А в половине второго Софи уже стояла у дверей милого старого дома мистера Радклиффа, в котором он жил с тех пор, как она его помнила. Дверь открыла Мэтти — пожилая горничная, одетая, как и прежде, в свой неизменный чепчик и фартук. Они оставались точь-в-точь такими же, как и тридцать лет назад, когда Мэтти только начинала работать у дяди. Вид у нее был чопорный, но Софи она улыбнулась и сказала то, что обычно говорила каждое воскресенье:
— Как раз вовремя, мисс Софи. Кухарка уже накрывает на стол.

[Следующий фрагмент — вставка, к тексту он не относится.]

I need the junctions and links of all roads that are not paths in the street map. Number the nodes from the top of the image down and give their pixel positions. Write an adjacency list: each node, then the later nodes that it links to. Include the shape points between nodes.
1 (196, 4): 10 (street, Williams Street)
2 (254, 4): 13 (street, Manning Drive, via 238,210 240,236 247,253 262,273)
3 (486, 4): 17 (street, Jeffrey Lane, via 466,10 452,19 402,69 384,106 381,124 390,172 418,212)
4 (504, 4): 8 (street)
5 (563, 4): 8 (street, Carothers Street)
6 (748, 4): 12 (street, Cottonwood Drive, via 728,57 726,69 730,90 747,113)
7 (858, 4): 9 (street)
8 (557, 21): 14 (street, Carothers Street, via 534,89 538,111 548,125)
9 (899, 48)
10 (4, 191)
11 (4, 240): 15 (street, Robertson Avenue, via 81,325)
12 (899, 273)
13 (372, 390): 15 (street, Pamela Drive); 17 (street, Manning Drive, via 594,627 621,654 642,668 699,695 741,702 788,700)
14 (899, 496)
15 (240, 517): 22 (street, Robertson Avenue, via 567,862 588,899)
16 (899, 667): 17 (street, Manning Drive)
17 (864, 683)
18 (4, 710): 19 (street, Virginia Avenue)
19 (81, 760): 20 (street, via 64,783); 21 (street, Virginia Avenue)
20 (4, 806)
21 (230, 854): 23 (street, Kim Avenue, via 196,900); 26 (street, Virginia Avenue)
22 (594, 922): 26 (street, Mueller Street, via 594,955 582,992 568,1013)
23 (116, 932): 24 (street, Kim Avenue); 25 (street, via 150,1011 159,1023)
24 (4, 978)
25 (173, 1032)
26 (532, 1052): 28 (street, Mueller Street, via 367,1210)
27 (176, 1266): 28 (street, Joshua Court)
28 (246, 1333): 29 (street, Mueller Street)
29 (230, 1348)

Софи улыбнулась в ответ и справилась у старушки о ее больной ноге, пока та помогала ей раздеваться. Оставшись в прихожей одна, она подошла к старомодному зеркалу, висевшему на стене, и внимательно себя оглядела — лицом своим она осталась не особенно довольна. Поспешно поправила прическу и провела пальцем по ровным изгибам своих бровей.
— Рисуем лилии? — послышался голос — его голос!
Софи вздрогнула от неожиданности. Как хорошо, что на ней вязаная кофточка, которая очень ей идет. Она стремительно повернулась к нему.
— Вы не должны так пугать людей, — строго сказала она. — Пожалейте их нервы. — Ее голос казался похвально ровным, чего нельзя было сказать о пульсе.
Они стояли не двигаясь и глядя друг на друга.
— Очень хорошо, — проговорил он, — вы не ожидали застать меня здесь? — Он смотрел ей прямо в глаза. — Вижу, что нет. Видите ли, ваш дядя Джайлз — это и мой дядя Джайлз тоже.
Софи искала что ответить; ее слова должны были показаться чем-то разумным, остроумным или по крайней мере обворожительным; но, как назло, на ум ей ничего не приходило, и, что еще хуже, он знал об этом. Она посмотрела на него — он злорадствовал.
— Ваша тетушка послала меня за вами, — спокойно заговорил он. — Вы готовы?
Они молча миновали прихожую. У Софи в голове застряла его фраза о лилиях. Бесспорно, он подшучивает над ней; она не должна обольщаться относительно своей внешности.
Макс ван Остервельд приоткрыл дверь в гостиную и, смеясь, сказал ей:
— Я уверен, что никто еще не называл вас лилией.